Repeat the records verbatim and leave the pictures out of your copy.

START RECORDS PROVIDED

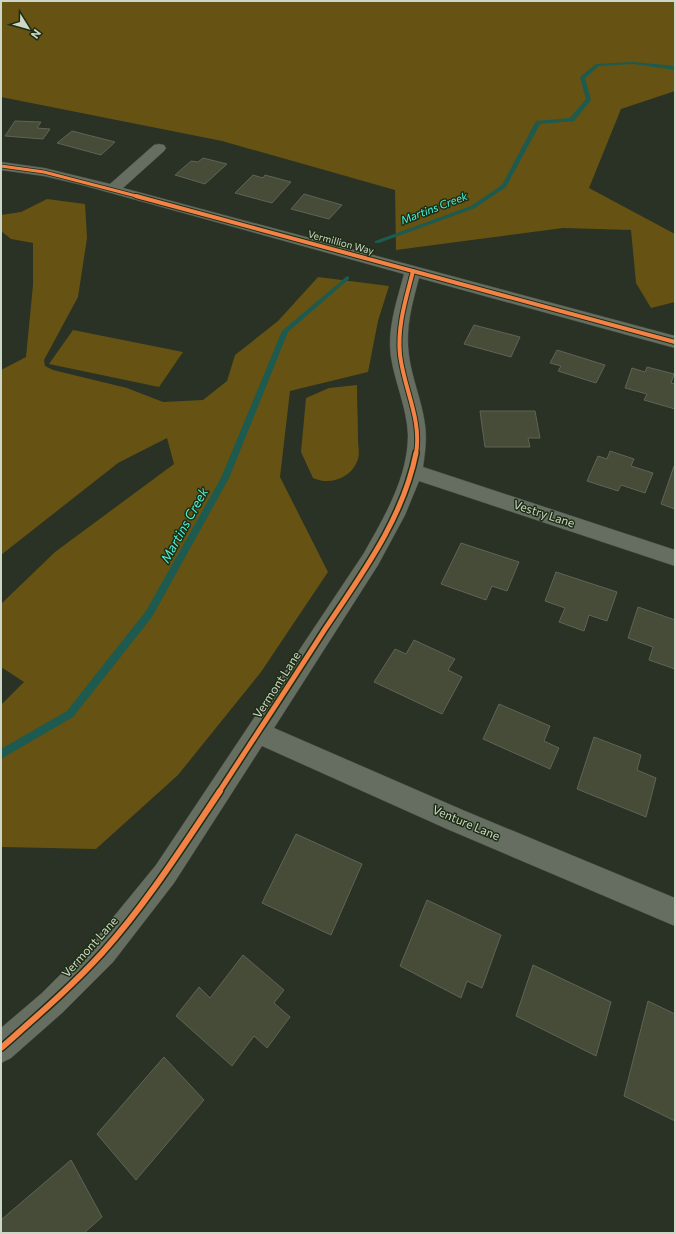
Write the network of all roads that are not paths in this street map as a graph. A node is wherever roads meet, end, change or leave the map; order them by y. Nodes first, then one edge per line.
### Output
1 (159, 148) dead end
2 (1, 166) edge
3 (112, 190) junction
4 (413, 271) junction
5 (675, 342) edge
6 (412, 471) junction
7 (675, 558) edge
8 (258, 733) junction
9 (675, 912) edge
10 (1, 1048) edge

1 - 3 street
2 - 3 street, Vermillion Way
3 - 4 street, Vermillion Way
4 - 5 street, Vermillion Way
4 - 6 street, Vermont Lane
6 - 7 street, Vestry Lane
6 - 8 street, Vermont Lane
8 - 9 street, Venture Lane
8 - 10 street, Vermont Lane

END RECORDS PROVIDED

• **RESPONSE**:
Write the network of all roads that are not paths in this street map as a graph. A node is wherever roads meet, end, change or leave the map; order them by y. Nodes first, then one edge per line.
### Output
1 (159, 148) dead end
2 (1, 166) edge
3 (112, 190) junction
4 (413, 271) junction
5 (675, 342) edge
6 (412, 471) junction
7 (675, 558) edge
8 (258, 733) junction
9 (675, 912) edge
10 (1, 1048) edge

1 - 3 street
2 - 3 street, Vermillion Way
3 - 4 street, Vermillion Way
4 - 5 street, Vermillion Way
4 - 6 street, Vermont Lane
6 - 7 street, Vestry Lane
6 - 8 street, Vermont Lane
8 - 9 street, Venture Lane
8 - 10 street, Vermont Lane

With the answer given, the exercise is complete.